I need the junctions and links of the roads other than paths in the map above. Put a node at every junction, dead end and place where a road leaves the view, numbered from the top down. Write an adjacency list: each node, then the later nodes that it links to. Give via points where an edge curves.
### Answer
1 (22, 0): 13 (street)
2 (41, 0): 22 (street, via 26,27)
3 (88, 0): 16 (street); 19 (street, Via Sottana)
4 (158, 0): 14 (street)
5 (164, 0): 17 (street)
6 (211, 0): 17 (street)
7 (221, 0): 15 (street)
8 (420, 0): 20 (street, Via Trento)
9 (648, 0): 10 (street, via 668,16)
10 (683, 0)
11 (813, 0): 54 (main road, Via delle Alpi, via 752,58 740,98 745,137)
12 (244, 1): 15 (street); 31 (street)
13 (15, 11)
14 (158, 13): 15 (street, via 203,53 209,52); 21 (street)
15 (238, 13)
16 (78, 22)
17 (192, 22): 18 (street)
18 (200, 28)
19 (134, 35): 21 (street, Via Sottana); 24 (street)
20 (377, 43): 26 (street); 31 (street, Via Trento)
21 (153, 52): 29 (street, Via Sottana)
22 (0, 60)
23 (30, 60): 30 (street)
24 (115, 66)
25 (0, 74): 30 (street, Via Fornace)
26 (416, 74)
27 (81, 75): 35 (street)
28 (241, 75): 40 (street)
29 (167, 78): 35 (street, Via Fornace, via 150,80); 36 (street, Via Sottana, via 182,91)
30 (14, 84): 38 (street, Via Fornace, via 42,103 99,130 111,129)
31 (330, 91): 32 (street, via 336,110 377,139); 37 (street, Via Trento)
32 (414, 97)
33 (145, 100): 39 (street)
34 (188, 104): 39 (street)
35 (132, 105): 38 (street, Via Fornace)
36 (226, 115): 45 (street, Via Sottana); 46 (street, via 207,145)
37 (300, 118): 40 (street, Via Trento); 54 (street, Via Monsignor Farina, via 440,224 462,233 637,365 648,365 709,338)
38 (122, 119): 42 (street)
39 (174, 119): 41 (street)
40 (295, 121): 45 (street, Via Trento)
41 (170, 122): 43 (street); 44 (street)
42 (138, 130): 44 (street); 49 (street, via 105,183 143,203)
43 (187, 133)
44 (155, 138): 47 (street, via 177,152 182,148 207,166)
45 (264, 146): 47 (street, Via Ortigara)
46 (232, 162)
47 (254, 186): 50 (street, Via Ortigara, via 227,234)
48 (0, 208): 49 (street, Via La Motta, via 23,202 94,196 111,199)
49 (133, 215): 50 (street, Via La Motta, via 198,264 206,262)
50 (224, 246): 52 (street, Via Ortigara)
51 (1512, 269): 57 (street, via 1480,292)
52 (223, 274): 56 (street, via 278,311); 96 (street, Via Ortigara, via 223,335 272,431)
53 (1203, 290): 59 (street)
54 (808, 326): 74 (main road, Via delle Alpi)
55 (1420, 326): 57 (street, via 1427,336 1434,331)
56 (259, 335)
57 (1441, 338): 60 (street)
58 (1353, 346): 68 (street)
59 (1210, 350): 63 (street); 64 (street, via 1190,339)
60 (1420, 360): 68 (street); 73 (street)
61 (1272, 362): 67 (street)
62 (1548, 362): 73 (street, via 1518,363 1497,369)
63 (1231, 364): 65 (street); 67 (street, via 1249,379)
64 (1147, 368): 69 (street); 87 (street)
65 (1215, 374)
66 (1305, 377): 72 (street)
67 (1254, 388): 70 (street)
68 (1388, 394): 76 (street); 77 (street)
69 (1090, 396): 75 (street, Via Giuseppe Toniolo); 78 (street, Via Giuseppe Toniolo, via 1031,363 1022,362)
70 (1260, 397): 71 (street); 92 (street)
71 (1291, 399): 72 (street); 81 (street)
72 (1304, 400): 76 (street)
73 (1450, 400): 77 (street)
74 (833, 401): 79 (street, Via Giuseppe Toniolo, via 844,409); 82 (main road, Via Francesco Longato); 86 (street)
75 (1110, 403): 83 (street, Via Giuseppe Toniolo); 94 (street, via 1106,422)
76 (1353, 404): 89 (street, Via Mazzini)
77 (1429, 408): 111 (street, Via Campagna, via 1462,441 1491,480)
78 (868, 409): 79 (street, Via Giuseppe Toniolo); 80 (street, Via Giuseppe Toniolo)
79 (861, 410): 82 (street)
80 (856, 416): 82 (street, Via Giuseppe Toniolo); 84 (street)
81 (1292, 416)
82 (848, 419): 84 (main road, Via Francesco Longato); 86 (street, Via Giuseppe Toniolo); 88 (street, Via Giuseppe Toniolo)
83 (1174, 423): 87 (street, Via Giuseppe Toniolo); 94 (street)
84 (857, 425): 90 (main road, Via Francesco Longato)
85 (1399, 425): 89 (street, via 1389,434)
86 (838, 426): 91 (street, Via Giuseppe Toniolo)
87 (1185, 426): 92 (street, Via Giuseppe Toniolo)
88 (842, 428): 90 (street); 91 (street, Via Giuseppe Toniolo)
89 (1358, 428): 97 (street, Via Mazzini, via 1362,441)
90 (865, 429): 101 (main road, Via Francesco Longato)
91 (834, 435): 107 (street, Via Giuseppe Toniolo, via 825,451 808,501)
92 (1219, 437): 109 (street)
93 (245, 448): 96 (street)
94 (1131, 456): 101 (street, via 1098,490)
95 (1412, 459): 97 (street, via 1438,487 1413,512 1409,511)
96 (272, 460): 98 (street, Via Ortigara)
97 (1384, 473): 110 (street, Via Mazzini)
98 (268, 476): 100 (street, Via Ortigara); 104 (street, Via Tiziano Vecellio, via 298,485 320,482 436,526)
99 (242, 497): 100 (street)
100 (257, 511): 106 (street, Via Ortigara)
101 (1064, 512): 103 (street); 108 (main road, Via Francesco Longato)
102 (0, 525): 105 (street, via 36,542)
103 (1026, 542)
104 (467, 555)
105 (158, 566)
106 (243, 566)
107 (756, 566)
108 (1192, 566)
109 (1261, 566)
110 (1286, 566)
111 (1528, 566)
+-------+
PROBLEM DESCRIPTION
Pull out every line in the data above that has the word "Motta".

WORKED SOLUTION
48 (0, 208): 49 (street, Via La Motta, via 23,202 94,196 111,199)
49 (133, 215): 50 (street, Via La Motta, via 198,264 206,262)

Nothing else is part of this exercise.